Tuesday, December 08, 2009

Memcached Cache Invalidation Made Easy

There are only two hard problems in computer science - cache invalidation, and naming things
Phil Karlton

It's an oft-quoted truism that brings a knowing smile to most hardened programmers, but it's oft-quoted precisely because it's true - and during a recent enforced rush job to implement a cache, I came across a nifty solution to the first problem by judicious use of the second.

First, the problem - someone posted Cragwag on StumbleUpon, which led to an immediate spike in traffic on top of the slow increase I've been getting since I made it Tweet the latest news. All the optimisation work that I knew I needed to do at some point was more than a few hours work, and I had to get something out quickly - enter memcached.

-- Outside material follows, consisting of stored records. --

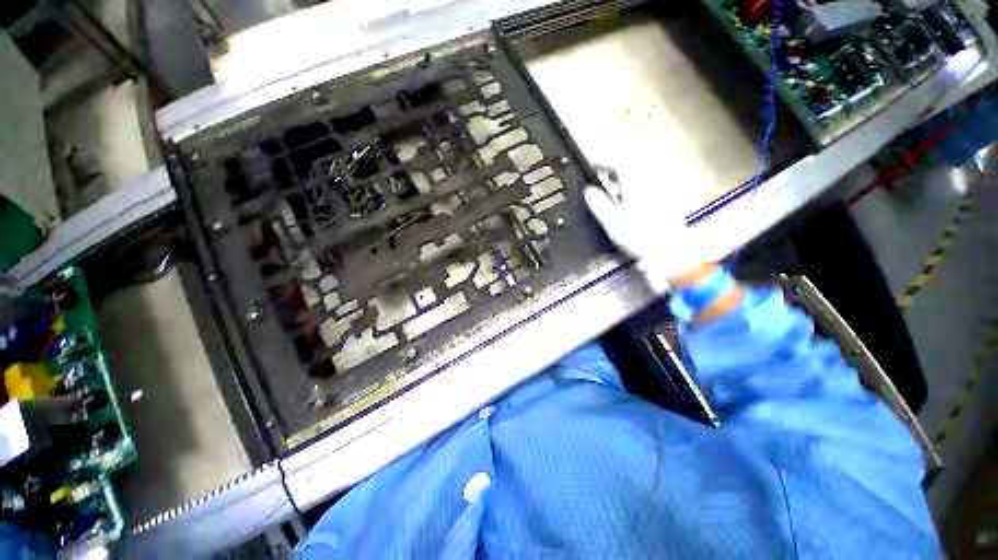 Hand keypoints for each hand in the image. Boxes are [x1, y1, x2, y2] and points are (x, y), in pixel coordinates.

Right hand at [583, 166, 730, 291]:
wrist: (669, 253)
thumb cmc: (640, 237)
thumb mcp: (613, 222)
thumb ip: (599, 204)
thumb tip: (588, 190)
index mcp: (637, 183)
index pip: (618, 162)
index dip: (602, 161)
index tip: (590, 164)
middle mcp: (650, 183)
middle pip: (629, 169)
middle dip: (611, 171)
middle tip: (597, 179)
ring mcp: (658, 192)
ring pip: (636, 180)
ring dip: (620, 182)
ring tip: (607, 193)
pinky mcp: (663, 203)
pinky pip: (643, 189)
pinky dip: (630, 192)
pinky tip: (624, 205) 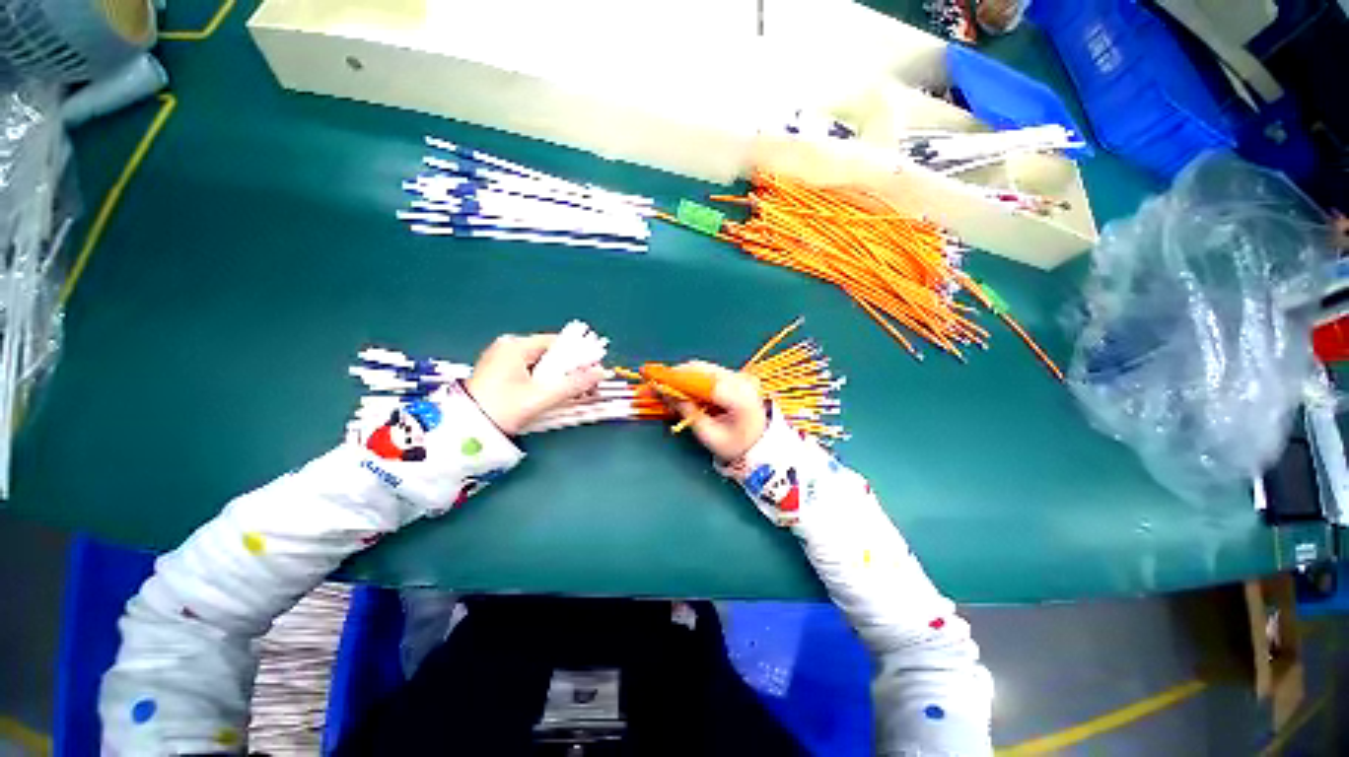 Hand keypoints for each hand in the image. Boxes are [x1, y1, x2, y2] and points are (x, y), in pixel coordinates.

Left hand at [466, 334, 605, 434]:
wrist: (465, 431)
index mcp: (516, 346)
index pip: (556, 342)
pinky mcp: (497, 375)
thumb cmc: (503, 408)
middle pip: (549, 354)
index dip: (578, 355)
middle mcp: (507, 347)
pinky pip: (529, 373)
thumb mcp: (542, 396)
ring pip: (540, 365)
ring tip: (573, 393)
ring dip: (558, 377)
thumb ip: (574, 384)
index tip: (593, 370)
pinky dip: (543, 381)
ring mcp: (500, 361)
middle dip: (569, 369)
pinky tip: (553, 394)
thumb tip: (601, 373)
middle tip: (586, 385)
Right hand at [663, 361, 767, 460]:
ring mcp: (739, 375)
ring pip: (703, 368)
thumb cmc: (736, 446)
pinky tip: (679, 387)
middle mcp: (741, 380)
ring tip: (663, 387)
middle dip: (675, 375)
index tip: (655, 379)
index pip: (703, 381)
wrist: (761, 444)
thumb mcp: (709, 435)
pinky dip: (691, 378)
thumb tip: (664, 393)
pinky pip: (707, 372)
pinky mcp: (734, 376)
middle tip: (653, 384)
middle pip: (702, 369)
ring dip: (682, 375)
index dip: (677, 379)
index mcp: (739, 397)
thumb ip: (688, 412) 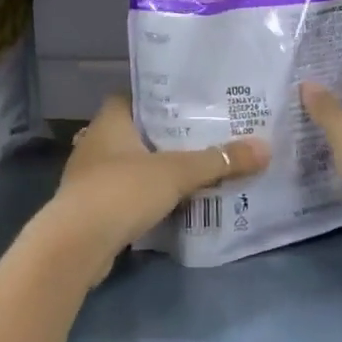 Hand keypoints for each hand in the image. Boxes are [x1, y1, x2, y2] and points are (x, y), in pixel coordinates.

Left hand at [38, 97, 268, 278]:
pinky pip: (124, 193)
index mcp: (110, 121)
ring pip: (129, 163)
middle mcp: (95, 143)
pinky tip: (170, 202)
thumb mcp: (177, 173)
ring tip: (192, 168)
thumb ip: (219, 161)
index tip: (189, 103)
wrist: (76, 245)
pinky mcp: (91, 207)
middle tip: (202, 136)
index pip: (132, 96)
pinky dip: (144, 195)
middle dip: (164, 135)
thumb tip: (265, 147)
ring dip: (154, 167)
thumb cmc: (122, 191)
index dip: (158, 97)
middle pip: (134, 131)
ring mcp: (89, 177) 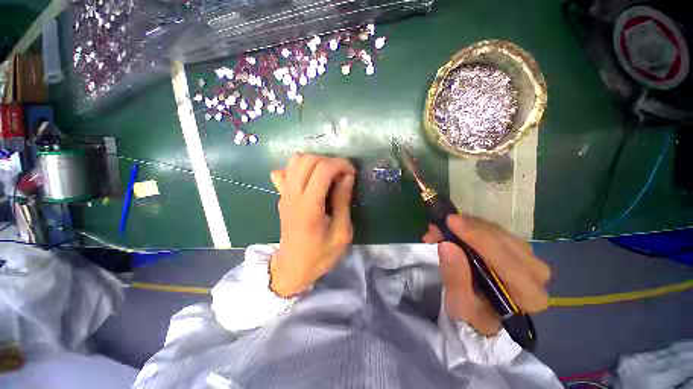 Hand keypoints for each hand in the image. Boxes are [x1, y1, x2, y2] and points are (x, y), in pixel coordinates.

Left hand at [269, 154, 355, 296]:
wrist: (292, 268)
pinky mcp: (281, 196)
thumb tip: (347, 177)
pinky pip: (286, 171)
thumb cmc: (320, 255)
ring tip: (328, 175)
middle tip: (341, 174)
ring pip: (295, 160)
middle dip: (329, 160)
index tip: (351, 174)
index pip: (322, 169)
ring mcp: (284, 194)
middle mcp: (293, 195)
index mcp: (309, 206)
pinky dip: (300, 169)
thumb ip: (343, 202)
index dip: (340, 165)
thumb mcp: (342, 233)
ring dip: (315, 162)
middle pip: (307, 159)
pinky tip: (310, 181)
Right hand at [423, 215, 550, 335]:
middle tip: (442, 223)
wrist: (483, 312)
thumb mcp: (458, 303)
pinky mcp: (518, 248)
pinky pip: (495, 229)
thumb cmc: (472, 313)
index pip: (506, 260)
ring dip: (468, 225)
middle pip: (504, 240)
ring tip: (445, 228)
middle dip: (469, 228)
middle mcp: (536, 274)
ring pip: (499, 231)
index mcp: (528, 296)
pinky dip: (472, 225)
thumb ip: (455, 277)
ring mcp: (530, 258)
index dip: (477, 238)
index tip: (450, 222)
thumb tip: (447, 245)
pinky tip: (456, 228) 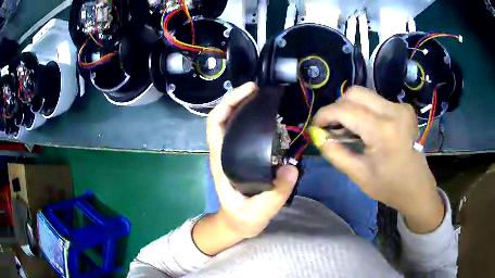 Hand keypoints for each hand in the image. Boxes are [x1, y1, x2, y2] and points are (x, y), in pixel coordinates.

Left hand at [193, 82, 298, 254]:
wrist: (237, 224)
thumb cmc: (242, 218)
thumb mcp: (259, 211)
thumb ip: (275, 193)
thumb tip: (292, 167)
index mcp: (222, 162)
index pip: (216, 125)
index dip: (228, 103)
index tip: (248, 91)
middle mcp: (224, 153)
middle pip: (223, 118)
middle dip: (237, 99)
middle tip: (260, 89)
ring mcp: (232, 154)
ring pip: (232, 123)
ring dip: (244, 107)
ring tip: (265, 98)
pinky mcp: (241, 157)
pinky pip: (243, 133)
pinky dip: (252, 120)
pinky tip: (269, 118)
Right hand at [312, 86, 443, 232]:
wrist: (417, 186)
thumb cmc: (388, 186)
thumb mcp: (358, 175)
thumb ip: (335, 153)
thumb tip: (318, 136)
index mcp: (382, 131)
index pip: (345, 110)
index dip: (325, 114)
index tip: (316, 125)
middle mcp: (393, 111)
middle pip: (354, 93)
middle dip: (338, 107)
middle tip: (332, 127)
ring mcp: (400, 107)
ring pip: (364, 94)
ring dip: (350, 108)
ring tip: (347, 129)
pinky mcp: (403, 108)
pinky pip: (375, 100)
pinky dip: (363, 110)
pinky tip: (364, 128)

Memcached is a simple, distributed-memory caching server that basically stores whatever data you give it in memory, associated with a given key. Rails has a built-in client that you can use simply as follows:

my_data = Cache.get(key) do {
... do stuff to generate data

If the cache has an entry for the given key, it will return it straight from the cache. If not, the block will be called, and whatever is returned from the block will be cached with that key.

So far so good - but what exactly should you cache, and how should you do it?

The Complicated Way To Do It

A common pattern is to cache ActiveRecord objects, say by wrapping the finder method in a cache call, and generating a key of the class name and primary key. But this only works for single objects, which are usually pretty quick to retrieve anyway, and is no use for the more expensive queries, such as lists of objects plus related objects and metadata, or - often particularly slow - searches.

So you could extend that simple mechanism to cache lists of objects and search results, say by using the method name and the given parameters. But then you have an all-new headache - an object might be cached in many different collections, so how do you know which cache keys to purge? You have two options:

  • Try and keep track of which cache keys are caching which objects? Eep - that's starting to sound nasty - you're effectively creating a meta-index of cached entries and keys, which would almost certainly be comparable in size to your actual cache... and where's that index going to live and how are you going to make sure that it's faster to search this potentially large and complex index than to just hit the damn database?

  • Sidestep the invalidation problem by invalidating the entire cache whenever data is updated. This is much simpler, but there doesn't seem to be a "purge all" method - so you'd need to keep track of what keys are generated somewhere, then loop round them and delete them individually. You could do this with, say, an ActiveRecord class and delete the cache keys on a destroy_all - but still, that's icky.

The Easy Way To Do It

After a few minutes Googling, I found this post on the way Shopify have approached it, and suddenly it all became clear. You can solve the problem of Cache Invalidation by being cunning about Naming Things - in particular, your cache keys.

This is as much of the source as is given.